Table 1. Hybrid assembly statistics for individual libraries.
Library 1 | Library 1+2 | Library 3 | ||||
Full-length cDNA clones | 200 | 800 | 780 | |||
# contigs | N50 (bp) | # contigs | N50 (bp) | # contigs | N50 (bp) | |
de novo contigs | 424 | 1,721 | 2,824 | 1,214 | 1,910 | 1,184 |
After merging overlapping contigs | 283 | 1,912 | 1,605 | 1,558 | 965 | 1,542 |
After exon gaps are closed | 194 | 2,157 | 1,019 | 1,770 | 709 | 1,707 |
After intron gaps are closed | 187 | 2,157 | 890 | 1,864 | 674 | 1,741 |
After association with clones | 161 | 2,116 | 695 | 1,925 | 679 | 1,764 |
The number of contigs is presented for each step in the assembly process. Ideally, the figures converge to the number of PCR-amplified full-length cDNA clones in each library as it goes down the process. However, the actual number of PCR-amplified full-length cDNA clones is not known except for library 1 (158 clones).

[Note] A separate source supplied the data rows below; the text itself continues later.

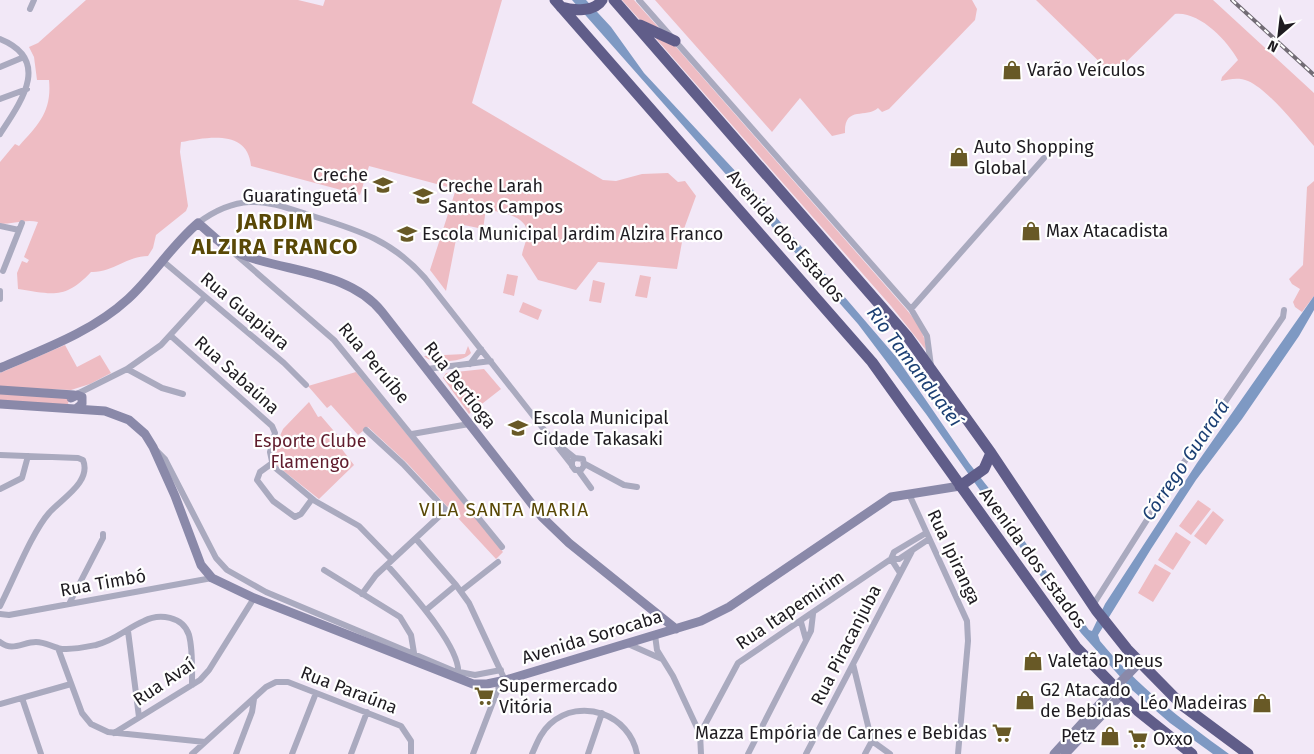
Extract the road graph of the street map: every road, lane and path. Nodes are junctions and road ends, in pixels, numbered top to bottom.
1 (34, 0) edge
2 (614, 0) edge
3 (639, 0) edge
4 (558, 3) edge
5 (600, 3) edge
6 (30, 9) dead end
7 (636, 24) junction
8 (0, 39) edge
9 (675, 41) junction
10 (24, 57) junction
11 (0, 67) edge
12 (27, 89) junction
13 (0, 99) edge
14 (1, 131) edge
15 (1044, 158) dead end
16 (198, 223) junction
17 (0, 226) edge
18 (232, 250) junction
19 (264, 260) junction
20 (164, 262) junction
21 (3, 271) dead end
22 (263, 278) junction
23 (205, 297) junction
24 (911, 309) junction
25 (1284, 310) dead end
26 (170, 336) junction
27 (481, 349) junction
28 (491, 361) junction
29 (470, 364) junction
30 (0, 368) edge
31 (931, 368) junction
32 (127, 369) junction
33 (427, 370) junction
34 (306, 385) dead end
35 (0, 390) edge
36 (183, 394) dead end
37 (78, 401) junction
38 (0, 404) edge
39 (469, 424) junction
40 (366, 430) dead end
41 (412, 434) junction
42 (153, 447) junction
43 (991, 453) junction
44 (0, 455) edge
45 (28, 456) junction
46 (573, 461) junction
47 (271, 464) junction
48 (585, 464) junction
49 (578, 470) junction
50 (963, 483) junction
51 (637, 487) dead end
52 (591, 488) dead end
53 (0, 489) edge
54 (909, 494) junction
55 (312, 499) junction
56 (102, 534) dead end
57 (928, 536) junction
58 (416, 540) junction
59 (502, 547) dead end
60 (913, 550) junction
61 (891, 559) junction
62 (390, 562) junction
63 (498, 562) dead end
64 (324, 570) dead end
65 (900, 573) junction
66 (212, 578) junction
67 (456, 584) junction
68 (461, 591) junction
69 (362, 594) junction
70 (254, 598) junction
71 (69, 604) junction
72 (0, 606) edge
73 (1094, 607) junction
74 (426, 610) junction
75 (0, 614) edge
76 (813, 614) junction
77 (801, 622) junction
78 (676, 629) junction
79 (128, 632) junction
80 (654, 635) junction
81 (806, 640) junction
82 (0, 642) edge
83 (627, 644) junction
84 (58, 648) junction
85 (415, 659) junction
86 (664, 660) junction
87 (853, 664) junction
88 (1136, 666) junction
89 (501, 670) junction
90 (458, 676) junction
91 (501, 682) junction
92 (71, 684) junction
93 (192, 685) junction
94 (1118, 688) junction
95 (316, 693) junction
96 (22, 698) junction
97 (254, 699) junction
98 (0, 704) edge
99 (367, 712) junction
100 (602, 713) junction
101 (139, 717) junction
102 (114, 733) junction
103 (700, 734) junction
104 (872, 741) junction
105 (205, 742) junction
106 (42, 754) edge
107 (192, 754) edge
108 (236, 754) edge
109 (292, 754) edge
110 (351, 754) edge
111 (411, 754) edge
112 (473, 754) edge
113 (532, 754) edge
114 (588, 754) edge
115 (637, 754) edge
116 (701, 754) edge
117 (748, 754) edge
118 (806, 754) edge
119 (865, 754) edge
120 (890, 754) edge
121 (958, 754) edge
122 (1054, 754) edge
123 (1065, 754) edge
124 (1192, 754) edge
125 (1248, 754) edge

1 - 6 street
2 - 7 highway, Avenida dos Estados
3 - 9 street
4 - 5 highway
4 - 50 highway, Avenida dos Estados
7 - 9 highway
7 - 31 highway, Avenida dos Estados
8 - 10 street
9 - 24 street
10 - 11 street
10 - 12 street
12 - 13 street
12 - 14 street
15 - 24 street
16 - 18 street, Rua Peruíbe
16 - 20 street
16 - 27 street
17 - 21 street
18 - 19 street, Rua Bertioga
18 - 22 street, Rua Peruíbe
19 - 22 street
19 - 33 street, Rua Bertioga
20 - 23 street, Rua Guapiara
20 - 30 street
22 - 41 street, Rua Peruíbe
23 - 26 street
23 - 34 street, Rua Guapiara
24 - 31 street
25 - 73 street
26 - 32 street
26 - 47 street, Rua Sabaúna
27 - 28 street
27 - 29 street
28 - 29 street
28 - 46 street
29 - 33 street
31 - 43 highway, Avenida dos Estados
32 - 36 street
32 - 37 street
33 - 39 street, Rua Bertioga
35 - 37 street
37 - 38 street
37 - 42 street, Avenida Sorocaba
39 - 41 street
39 - 78 street, Rua Bertioga
40 - 58 street
41 - 59 street, Rua Peruíbe
42 - 66 street, Avenida Sorocaba
42 - 85 street, Avenida Sorocaba
43 - 50 highway
43 - 73 highway, Avenida dos Estados
44 - 45 street
45 - 53 street
45 - 72 street
46 - 48 street
46 - 49 street
47 - 55 street
47 - 55 street
48 - 49 street
48 - 51 street
49 - 52 street
50 - 54 street, Avenida Sorocaba
50 - 94 highway, Avenida dos Estados
54 - 57 street, Rua Ipiranga
54 - 78 street, Avenida Sorocaba
55 - 62 street
56 - 71 street
57 - 60 street, Rua Itapemirim
57 - 61 street, Rua Itapemirim
57 - 121 street, Rua Ipiranga
58 - 62 street
58 - 67 street
60 - 61 street, Rua Itapemirim
60 - 65 street, Rua Piracanjuba
61 - 65 street
61 - 76 street, Rua Itapemirim
62 - 69 street
62 - 74 street
63 - 68 street
64 - 69 street
65 - 87 street, Rua Piracanjuba
66 - 70 street, Avenida Sorocaba
66 - 71 street, Rua Timbó
67 - 68 street
67 - 74 street
68 - 89 street
69 - 85 street
70 - 85 street, Avenida Sorocaba
70 - 93 street, Rua Avaí
71 - 75 street, Rua Timbó
73 - 88 highway, Avenida dos Estados
74 - 90 street
76 - 77 street, Rua Itapemirim
76 - 81 street
77 - 81 street
77 - 103 street, Rua Itapemirim
78 - 80 street, Avenida Sorocaba
79 - 84 street
79 - 93 street
79 - 101 street
80 - 83 street, Avenida Sorocaba
80 - 86 street
81 - 117 street
82 - 84 street
83 - 86 street
83 - 91 street, Avenida Sorocaba
84 - 92 street
85 - 90 street, Avenida Sorocaba
86 - 103 street
87 - 104 street
87 - 118 street, Rua Piracanjuba
88 - 94 street
88 - 125 highway, Avenida dos Estados
89 - 90 street
89 - 91 street
90 - 91 street, Avenida Sorocaba
91 - 112 street
92 - 96 street
92 - 102 street
93 - 101 street, Rua Avaí
94 - 122 street
94 - 123 street
94 - 124 highway, Avenida dos Estados
95 - 97 street, Rua Paraúna
95 - 99 street, Rua Paraúna
95 - 109 street
96 - 98 street
96 - 106 street
97 - 105 street, Rua Paraúna
97 - 108 street
99 - 110 street
99 - 111 street, Rua Paraúna
100 - 113 street
100 - 114 street
100 - 115 street
101 - 102 street, Rua Avaí
102 - 105 street
103 - 116 street
104 - 119 street
104 - 120 street
105 - 107 street, Rua Paraúna

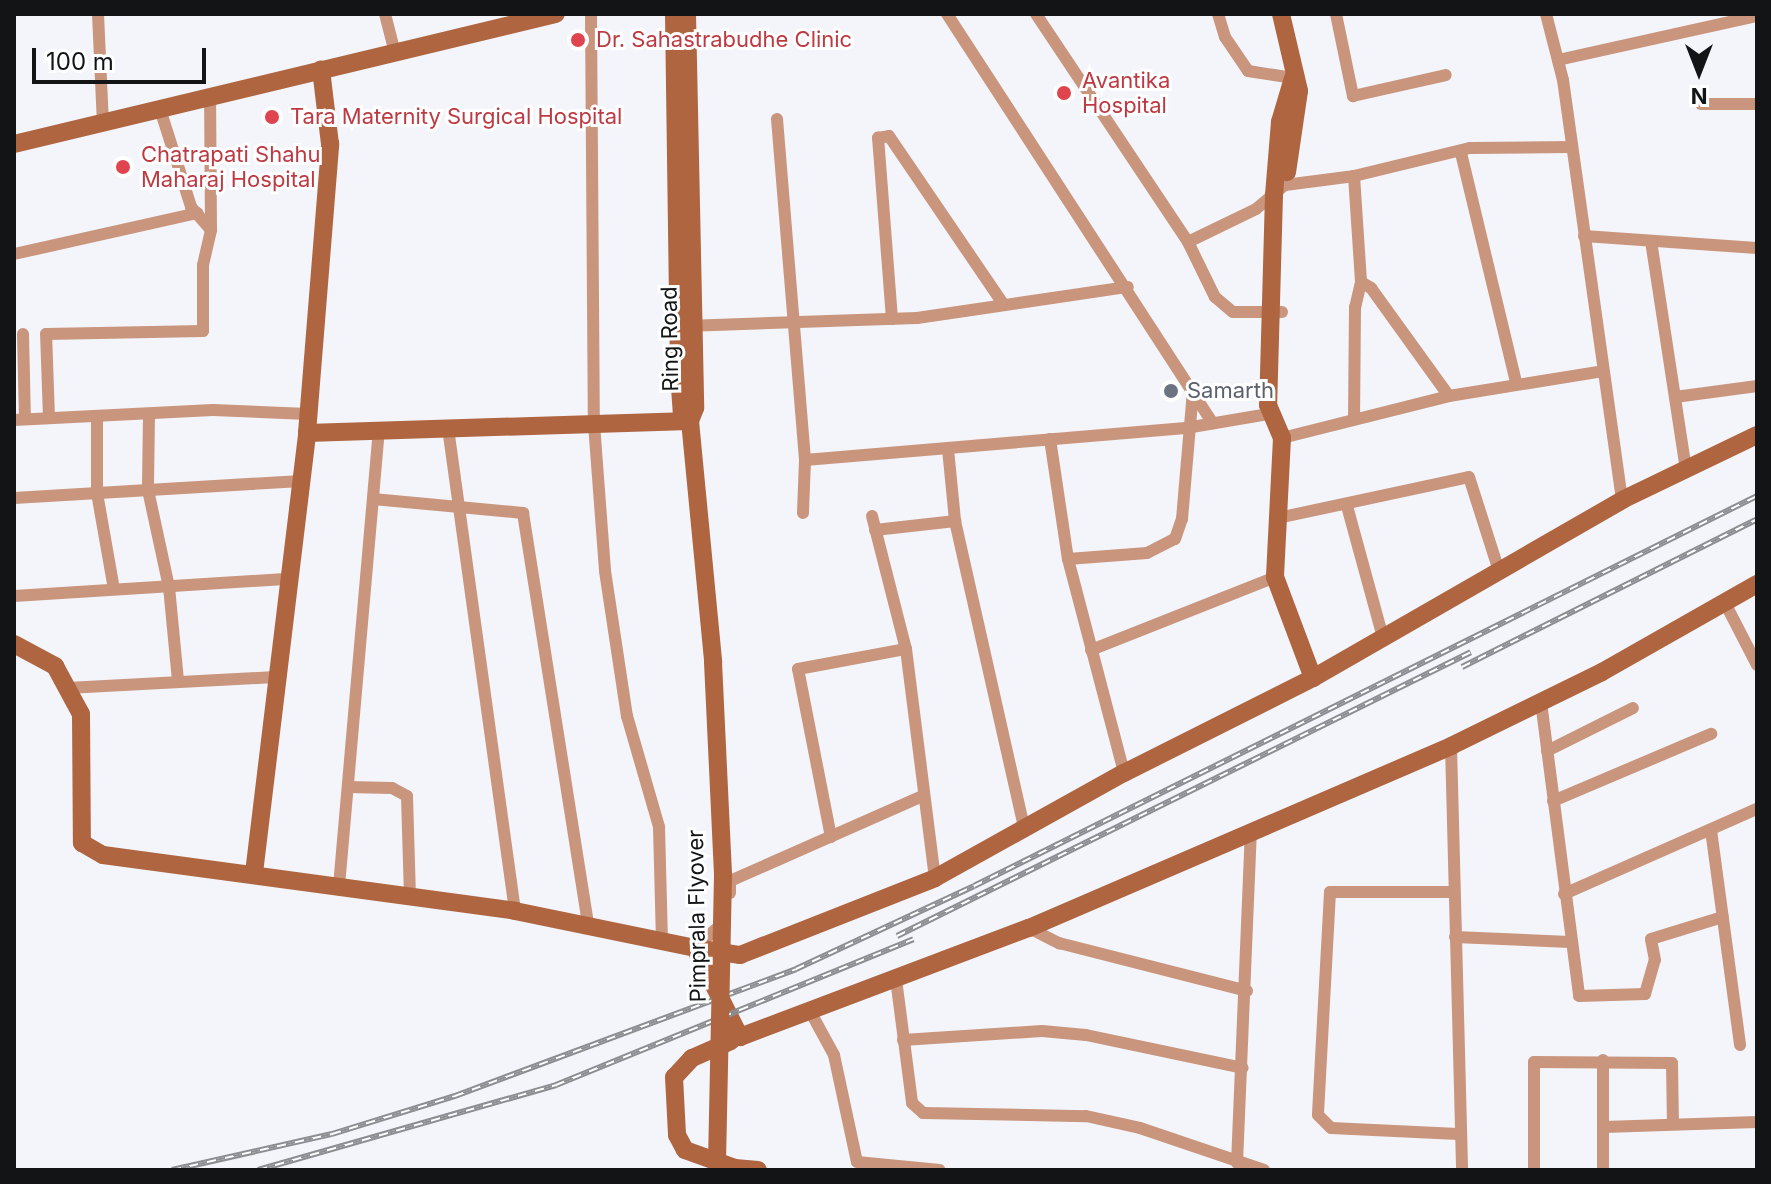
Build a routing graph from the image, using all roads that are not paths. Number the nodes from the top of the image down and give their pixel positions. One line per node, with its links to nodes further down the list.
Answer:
1 (98, 14): 24 (street)
2 (385, 14): 14 (street)
3 (555, 14): 14 (main road)
4 (591, 14): 60 (street)
5 (674, 14): 43 (main road)
6 (687, 14): 43 (main road, Ring Road)
7 (947, 14): 38 (street)
8 (1036, 14): 34 (street)
9 (1218, 14): 18 (street)
10 (1281, 14): 18 (main road)
11 (1336, 14): 17 (street)
12 (1546, 14): 15 (street)
13 (1757, 16): 15 (street)
14 (395, 53): 16 (main road)
15 (1558, 60): 26 (street)
16 (321, 70): 19 (main road); 53 (main road)
17 (1446, 75)
18 (1293, 78): 29 (main road)
19 (210, 97): 22 (main road); 31 (street)
20 (1701, 104): 21 (street)
21 (1757, 104)
22 (160, 109): 24 (main road); 30 (street)
23 (777, 119): 42 (street)
24 (103, 123): 25 (main road)
25 (14, 144)
26 (1572, 147): 27 (street); 32 (street)
27 (1461, 153): 28 (street); 46 (street)
28 (1354, 176): 29 (street); 37 (street)
29 (1279, 190): 34 (street); 40 (main road)
30 (197, 213): 31 (street); 36 (street)
31 (211, 230): 55 (street)
32 (1584, 236): 33 (street); 45 (street)
33 (1651, 241): 35 (street); 50 (street)
34 (1188, 242): 40 (street)
35 (1757, 248)
36 (14, 254)
37 (1361, 282): 49 (street); 57 (street)
38 (1128, 287): 39 (street); 48 (street)
39 (1004, 305): 41 (street); 41 (street)
40 (1277, 312): 51 (main road)
41 (892, 319): 42 (street)
42 (793, 322): 43 (street); 69 (street)
43 (686, 326): 58 (main road, Ring Road)
44 (23, 334): 56 (street)
45 (1603, 371): 46 (street); 76 (street)
46 (1516, 382): 49 (street)
47 (1757, 386): 50 (street)
48 (1193, 391): 59 (street); 62 (street)
49 (1449, 396): 57 (street)
50 (1675, 397): 70 (street)
51 (1274, 413): 59 (street); 66 (main road)
52 (149, 414): 53 (street); 54 (street); 72 (street)
53 (308, 414): 64 (main road)
54 (97, 416): 55 (street); 73 (street)
55 (49, 418): 56 (street)
56 (20, 419)
57 (1354, 419): 66 (street)
58 (690, 421): 60 (main road); 97 (main road, Ring Road)
59 (1213, 423): 62 (street)
60 (594, 424): 61 (main road); 129 (street)
61 (448, 428): 63 (main road); 77 (street)
62 (1186, 428): 67 (street); 84 (street)
63 (379, 431): 64 (main road); 75 (street)
64 (307, 433): 71 (main road)
65 (1757, 435): 70 (main road)
66 (1282, 438): 81 (main road)
67 (1050, 439): 68 (street); 84 (street)
68 (948, 449): 69 (street); 82 (street)
69 (805, 460): 79 (street)
70 (1686, 469): 76 (main road)
71 (301, 481): 72 (street); 87 (main road)
72 (148, 490): 73 (street); 89 (street)
73 (97, 493): 74 (street); 90 (street)
74 (14, 498)
75 (373, 499): 77 (street); 109 (street)
76 (1622, 500): 85 (main road)
77 (459, 506): 123 (street); 126 (street)
78 (1347, 506): 81 (street); 85 (street); 93 (street)
79 (803, 513)
80 (872, 516): 83 (street)
81 (1278, 518): 86 (main road)
82 (955, 521): 83 (street); 114 (street)
83 (875, 530): 95 (street)
84 (1068, 559): 96 (street)
85 (1499, 571): 93 (main road)
86 (1275, 577): 96 (street); 100 (main road)
87 (288, 579): 89 (street); 99 (main road)
88 (1757, 584): 92 (main road)
89 (169, 587): 90 (street); 101 (street)
90 (114, 589): 91 (street)
91 (14, 596)
92 (1724, 601): 98 (street); 103 (main road)
93 (1383, 638): 100 (main road)
94 (14, 644): 102 (main road)
95 (906, 649): 110 (street); 116 (street)
96 (1091, 650): 108 (street)
97 (713, 662): 144 (main road, Pimprala Flyover, bridge)
98 (1757, 665)
99 (275, 677): 101 (street); 117 (main road)
100 (1313, 678): 108 (main road)
101 (178, 681): 102 (street)
102 (67, 688): 117 (main road)
103 (1541, 702): 106 (main road); 107 (street)
104 (1633, 708): 107 (street)
105 (1711, 734): 111 (street)
106 (1451, 746): 115 (main road); 120 (street)
107 (1547, 751): 111 (street)
108 (1124, 773): 114 (main road)
109 (348, 787): 119 (street); 122 (street)
110 (923, 796): 116 (street); 118 (street)
111 (1553, 801): 121 (street)
112 (1757, 809): 113 (street)
113 (1711, 830): 121 (street); 124 (street)
114 (1025, 831): 118 (main road)
115 (1251, 835): 125 (main road); 132 (street)
116 (831, 837): 130 (street)
117 (254, 873): 119 (main road)
118 (935, 878): 130 (main road)
119 (339, 886): 122 (main road)
120 (1454, 892): 127 (street); 142 (street)
121 (1564, 894): 128 (street)
122 (410, 896): 123 (main road)
123 (515, 911): 126 (main road)
124 (1723, 917): 128 (street); 136 (street)
125 (1029, 928): 131 (main road); 132 (street)
126 (589, 929): 129 (main road)
127 (1455, 937): 128 (street); 142 (street)
128 (1570, 942)
129 (662, 943): 130 (main road)
130 (695, 948): 134 (main road)
131 (896, 979): 133 (main road); 135 (street)
132 (1247, 991): 138 (street)
133 (810, 1011): 134 (main road); 146 (street)
134 (740, 1037): 145 (main road)
135 (903, 1040): 138 (street); 143 (street)
136 (1740, 1045)
137 (1603, 1060): 140 (street); 141 (street); 149 (street)
138 (1243, 1068): 143 (street)
139 (1757, 1122): 140 (street)
140 (1673, 1124): 141 (street)
141 (1604, 1127): 150 (street)
142 (1458, 1134): 148 (street)
143 (1237, 1163): 147 (street)
144 (717, 1170)
145 (758, 1170)
146 (940, 1170)
147 (1264, 1170)
148 (1462, 1170)
149 (1534, 1170)
150 (1603, 1170)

Less-amplified clones were often reconstructed well but their bands in a gel electrophoresis picture were too faint to identify, making it difficult to experimentally measure the number of PCR-amplified full-length cDNA clones without aligning the shotgun reads. In the last step, the N50 contig size for library 1 decreased because some contigs from the previous step were not associated with any Sanger read and were then discarded to avoid false positives. For library 3, the number of contigs increased in the last step because multiple Sanger reads were associated to the same contig, which was possibly an error that could be eliminated if the output was manually examined.